The fairies escorted Graziella and her governess, Bonnetta, to the tower, and then mounted a dolphin which wras waiting for them. At a little distance from the tower the queen waved her wand and summoned two thousand great fierce sharks, whom she ordered to keep close guard, and not to let a soul enter the tower.
The good governess took such pains with Graziella's education that when she was nearly grown up she was not only most accomplished, but a very sweet, good girl.
One day, as the princess wras standing on a balcony, she saw the most extraordinary figure rise out of the sea. She quickly called Bonnetta to ask her what it could be. It looked like some kind of man, with a bluish face and long sea-green hair. He was swimming towards the tower, but the sharks took no notice of him.
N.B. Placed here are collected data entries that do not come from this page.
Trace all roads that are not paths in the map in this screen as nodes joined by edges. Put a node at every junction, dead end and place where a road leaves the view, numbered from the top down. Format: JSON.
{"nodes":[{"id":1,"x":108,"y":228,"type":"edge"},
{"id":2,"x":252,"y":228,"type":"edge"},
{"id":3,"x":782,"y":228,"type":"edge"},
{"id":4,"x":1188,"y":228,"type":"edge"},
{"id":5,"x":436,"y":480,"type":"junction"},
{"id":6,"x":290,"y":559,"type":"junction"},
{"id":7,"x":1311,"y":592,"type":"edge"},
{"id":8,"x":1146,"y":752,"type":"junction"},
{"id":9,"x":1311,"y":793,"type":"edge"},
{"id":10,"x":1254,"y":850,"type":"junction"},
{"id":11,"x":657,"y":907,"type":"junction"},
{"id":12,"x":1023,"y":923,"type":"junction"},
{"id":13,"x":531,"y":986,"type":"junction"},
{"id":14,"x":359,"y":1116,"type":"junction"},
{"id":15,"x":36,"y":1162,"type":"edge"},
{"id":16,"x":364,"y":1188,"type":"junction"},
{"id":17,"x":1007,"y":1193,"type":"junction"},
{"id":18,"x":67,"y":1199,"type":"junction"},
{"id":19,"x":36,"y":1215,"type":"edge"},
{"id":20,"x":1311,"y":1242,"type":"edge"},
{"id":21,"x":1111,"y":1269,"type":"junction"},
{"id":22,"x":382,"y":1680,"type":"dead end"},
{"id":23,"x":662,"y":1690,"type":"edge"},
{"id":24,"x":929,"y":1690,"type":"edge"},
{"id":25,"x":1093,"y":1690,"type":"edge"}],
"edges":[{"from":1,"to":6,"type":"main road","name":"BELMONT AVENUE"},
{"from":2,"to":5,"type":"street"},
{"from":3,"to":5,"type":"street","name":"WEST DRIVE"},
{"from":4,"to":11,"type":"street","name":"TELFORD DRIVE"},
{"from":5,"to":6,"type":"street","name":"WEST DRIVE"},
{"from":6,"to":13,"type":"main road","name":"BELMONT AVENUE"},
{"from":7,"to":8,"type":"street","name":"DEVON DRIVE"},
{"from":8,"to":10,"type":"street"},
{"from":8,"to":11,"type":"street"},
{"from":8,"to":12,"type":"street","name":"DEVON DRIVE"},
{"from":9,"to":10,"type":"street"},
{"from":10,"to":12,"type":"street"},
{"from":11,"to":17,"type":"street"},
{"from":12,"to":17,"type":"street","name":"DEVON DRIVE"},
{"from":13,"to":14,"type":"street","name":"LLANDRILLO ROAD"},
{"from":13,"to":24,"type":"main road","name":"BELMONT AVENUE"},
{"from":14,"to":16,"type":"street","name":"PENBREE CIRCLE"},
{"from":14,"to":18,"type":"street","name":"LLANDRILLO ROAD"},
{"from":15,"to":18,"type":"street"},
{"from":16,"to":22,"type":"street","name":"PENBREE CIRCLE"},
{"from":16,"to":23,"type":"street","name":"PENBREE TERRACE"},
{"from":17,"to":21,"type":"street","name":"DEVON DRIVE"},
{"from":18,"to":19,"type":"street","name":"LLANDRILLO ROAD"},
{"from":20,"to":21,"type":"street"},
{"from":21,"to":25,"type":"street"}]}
' It must be a merman,' said Bonnetta.
'A man, do you say?' cried Graziella; 'let us hurry down to the door and see him nearer.'
When they stood in the doorway the merman stopped to look at the princess and made many signs of admira­tion. His voice was very hoarse and husky, but when he found that he was not understood he took to signs. He carried a little basket made of osiers and filled with rare shells, which he presented to the princess.
She took it with signs of thanks; but as it was getting dusk she retired, and the merman plunged back into the sea.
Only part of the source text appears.